Robotyzacja przemysłu w Polsce i na świecie

W polskim przemyśle dopiero od niedawna zaczęto dostrzegać potencjał automatyzacji produkcji jakim jest robotyzacja. W celu utrzymania konkurencyjności na rynku wykorzystanie robotów w zakładach jest nieuniknione. Jednak wiele firm w ogóle nie zastanawia się nad wdrożeniem takich rozwiązań.
Podejście przedsiębiorców do tego tematu pokazuje badanie Instytutu Prognoz i Analiz Gospodarczych (IPAG), według którego ponad połowa przedsiębiorców w ogóle nie rozważa robotyzacji produkcji.
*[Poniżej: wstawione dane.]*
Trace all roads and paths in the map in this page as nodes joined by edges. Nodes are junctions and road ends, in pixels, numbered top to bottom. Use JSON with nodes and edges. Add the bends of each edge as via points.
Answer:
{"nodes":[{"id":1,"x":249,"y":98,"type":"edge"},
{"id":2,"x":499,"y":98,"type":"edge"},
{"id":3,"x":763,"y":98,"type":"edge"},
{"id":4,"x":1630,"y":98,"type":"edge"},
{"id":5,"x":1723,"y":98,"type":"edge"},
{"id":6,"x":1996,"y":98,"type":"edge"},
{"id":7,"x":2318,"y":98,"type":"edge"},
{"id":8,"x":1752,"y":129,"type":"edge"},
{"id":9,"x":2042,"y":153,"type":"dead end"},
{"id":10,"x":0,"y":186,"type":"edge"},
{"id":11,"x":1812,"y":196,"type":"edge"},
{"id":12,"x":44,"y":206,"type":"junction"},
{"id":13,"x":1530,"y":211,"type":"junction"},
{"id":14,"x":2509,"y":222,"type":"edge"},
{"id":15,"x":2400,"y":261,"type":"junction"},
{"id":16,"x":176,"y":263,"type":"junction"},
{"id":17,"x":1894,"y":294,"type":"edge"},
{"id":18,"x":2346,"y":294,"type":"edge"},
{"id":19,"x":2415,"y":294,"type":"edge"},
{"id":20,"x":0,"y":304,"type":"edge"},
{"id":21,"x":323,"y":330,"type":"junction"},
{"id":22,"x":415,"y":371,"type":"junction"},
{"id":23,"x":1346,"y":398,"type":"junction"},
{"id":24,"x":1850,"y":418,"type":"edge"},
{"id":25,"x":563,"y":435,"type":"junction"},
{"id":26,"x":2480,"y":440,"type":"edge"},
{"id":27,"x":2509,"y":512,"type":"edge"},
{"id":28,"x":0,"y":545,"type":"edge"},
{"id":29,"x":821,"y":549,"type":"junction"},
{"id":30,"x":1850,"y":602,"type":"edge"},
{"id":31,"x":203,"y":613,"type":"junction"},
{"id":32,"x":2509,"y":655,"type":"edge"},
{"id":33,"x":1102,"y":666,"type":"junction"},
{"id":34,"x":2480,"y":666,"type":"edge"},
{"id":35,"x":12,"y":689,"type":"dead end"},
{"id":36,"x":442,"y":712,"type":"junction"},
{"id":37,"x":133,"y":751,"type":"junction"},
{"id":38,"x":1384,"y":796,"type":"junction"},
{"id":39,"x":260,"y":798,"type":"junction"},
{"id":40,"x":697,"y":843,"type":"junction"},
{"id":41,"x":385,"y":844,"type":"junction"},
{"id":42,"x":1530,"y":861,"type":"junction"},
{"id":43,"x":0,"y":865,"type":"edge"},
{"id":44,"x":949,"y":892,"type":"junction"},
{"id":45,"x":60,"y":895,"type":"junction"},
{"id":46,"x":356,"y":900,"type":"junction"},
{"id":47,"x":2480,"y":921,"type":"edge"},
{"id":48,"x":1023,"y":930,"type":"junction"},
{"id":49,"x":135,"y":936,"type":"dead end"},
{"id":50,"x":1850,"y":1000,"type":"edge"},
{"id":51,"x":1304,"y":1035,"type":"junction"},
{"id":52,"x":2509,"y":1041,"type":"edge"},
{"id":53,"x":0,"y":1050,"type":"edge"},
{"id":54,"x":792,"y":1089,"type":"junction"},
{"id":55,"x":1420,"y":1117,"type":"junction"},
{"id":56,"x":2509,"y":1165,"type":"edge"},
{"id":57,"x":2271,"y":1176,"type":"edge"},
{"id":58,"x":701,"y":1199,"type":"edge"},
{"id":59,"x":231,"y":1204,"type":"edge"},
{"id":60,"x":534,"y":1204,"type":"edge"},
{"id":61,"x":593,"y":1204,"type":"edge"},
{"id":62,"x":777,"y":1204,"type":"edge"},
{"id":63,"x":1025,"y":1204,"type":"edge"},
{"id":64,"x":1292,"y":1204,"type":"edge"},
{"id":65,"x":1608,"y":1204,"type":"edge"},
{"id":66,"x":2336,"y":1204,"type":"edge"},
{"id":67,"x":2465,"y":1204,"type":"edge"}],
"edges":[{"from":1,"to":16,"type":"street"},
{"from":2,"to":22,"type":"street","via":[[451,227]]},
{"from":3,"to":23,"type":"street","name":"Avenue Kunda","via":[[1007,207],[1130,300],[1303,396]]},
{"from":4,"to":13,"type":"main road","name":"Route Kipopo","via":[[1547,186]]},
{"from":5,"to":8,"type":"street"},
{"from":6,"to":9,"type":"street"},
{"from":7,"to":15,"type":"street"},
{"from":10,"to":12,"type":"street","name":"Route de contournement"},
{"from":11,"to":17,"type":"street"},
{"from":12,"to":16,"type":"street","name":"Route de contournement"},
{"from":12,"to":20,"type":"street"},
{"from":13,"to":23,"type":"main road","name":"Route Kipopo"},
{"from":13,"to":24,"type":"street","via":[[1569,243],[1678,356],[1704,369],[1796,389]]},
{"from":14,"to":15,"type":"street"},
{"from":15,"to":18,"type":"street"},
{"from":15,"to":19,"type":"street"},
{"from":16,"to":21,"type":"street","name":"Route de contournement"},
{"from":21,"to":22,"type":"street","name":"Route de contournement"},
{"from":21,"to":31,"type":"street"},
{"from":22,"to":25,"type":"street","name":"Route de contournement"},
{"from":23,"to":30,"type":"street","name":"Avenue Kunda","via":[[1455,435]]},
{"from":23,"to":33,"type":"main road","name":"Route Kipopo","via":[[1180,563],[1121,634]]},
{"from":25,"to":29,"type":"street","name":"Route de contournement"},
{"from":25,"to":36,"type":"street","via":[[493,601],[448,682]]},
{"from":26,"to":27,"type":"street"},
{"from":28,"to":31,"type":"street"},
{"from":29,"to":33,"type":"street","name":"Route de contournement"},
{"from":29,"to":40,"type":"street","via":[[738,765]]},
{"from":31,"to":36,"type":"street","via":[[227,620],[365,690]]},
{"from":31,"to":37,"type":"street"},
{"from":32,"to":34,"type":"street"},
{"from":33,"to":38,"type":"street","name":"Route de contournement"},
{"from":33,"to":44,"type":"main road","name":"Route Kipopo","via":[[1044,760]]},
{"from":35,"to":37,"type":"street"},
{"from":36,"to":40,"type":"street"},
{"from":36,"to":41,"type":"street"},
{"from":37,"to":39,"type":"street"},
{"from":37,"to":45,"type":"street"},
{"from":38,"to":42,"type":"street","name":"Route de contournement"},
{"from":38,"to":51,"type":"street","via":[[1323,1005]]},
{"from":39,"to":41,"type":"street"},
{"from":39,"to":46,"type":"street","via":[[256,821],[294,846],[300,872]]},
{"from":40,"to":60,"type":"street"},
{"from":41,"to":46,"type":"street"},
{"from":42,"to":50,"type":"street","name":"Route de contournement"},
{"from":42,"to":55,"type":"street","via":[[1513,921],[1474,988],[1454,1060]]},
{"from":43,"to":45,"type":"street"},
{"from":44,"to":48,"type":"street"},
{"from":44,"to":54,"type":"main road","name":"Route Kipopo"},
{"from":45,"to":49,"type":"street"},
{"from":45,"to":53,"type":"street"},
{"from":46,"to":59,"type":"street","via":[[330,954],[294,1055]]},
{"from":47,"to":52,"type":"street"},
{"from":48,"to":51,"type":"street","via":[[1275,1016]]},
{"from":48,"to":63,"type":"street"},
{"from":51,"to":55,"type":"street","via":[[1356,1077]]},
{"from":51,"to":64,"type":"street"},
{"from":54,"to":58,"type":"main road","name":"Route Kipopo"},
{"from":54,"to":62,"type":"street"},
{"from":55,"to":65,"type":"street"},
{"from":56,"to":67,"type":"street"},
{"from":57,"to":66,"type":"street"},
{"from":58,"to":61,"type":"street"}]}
Z kolei prawie 1/3 zdecydowanie twierdzi, że ich zakład nie potrzebuje takich zmian, a niewielka część uważa takie rozwiązanie za zbyt drogie.
Takie przekonanie wśród przedsiębiorców wynika głównie z braku wiedzy na temat korzyści wynikających z robotyzacji produkcji. A korzyści takich jest bardzo dużo, poczynając od zwiększenia jakości i efektywności pracy kończąc na łatwiejszym znalezieniu pracowników, co w obecnych czasach staje się problemem. Niemal 90 procent przedsiębiorców wykorzystujących roboty przemysłowe w produkcji ma w planach zakup kolejnych lub rozważa taki pomysł.
W 2018 roku sprzedaż robotów przemysłowych w Polsce wzrosła o 40 procent. Jednak na tle światowego przemysłu pod względem robotyzacji Polska wypada słabo, o czym najlepiej świadczy ostatni raport Międzynarodowej Federacji Robotyki (IFR), który pokazuje że Europa jest regionem o najwyższym zagęszczeniu robotów na świecie.
Określony według raportu IFR wskaźnik gęstości robotów w przeliczeniu na 10 tys. pracowników zatrudnionych w przemyśle produkcyjnym w Polsce wynosi 42, podczas gdy dla całej Europy średnia to 114. Według statystyk wyprzedza nas nie tylko europejski lider jakim są Niemcy (338), ale też nasi południowi sąsiedzi – Czechy (135) oraz Węgry (84).
Aby poprawić te statystyki polscy przedsiębiorcy muszą zrozumieć, że robotyzacja przemysłu to nie zagrożenie, a szansa na rozwój gospodarki i zwiększenie konkurencyjności na rynku pracy.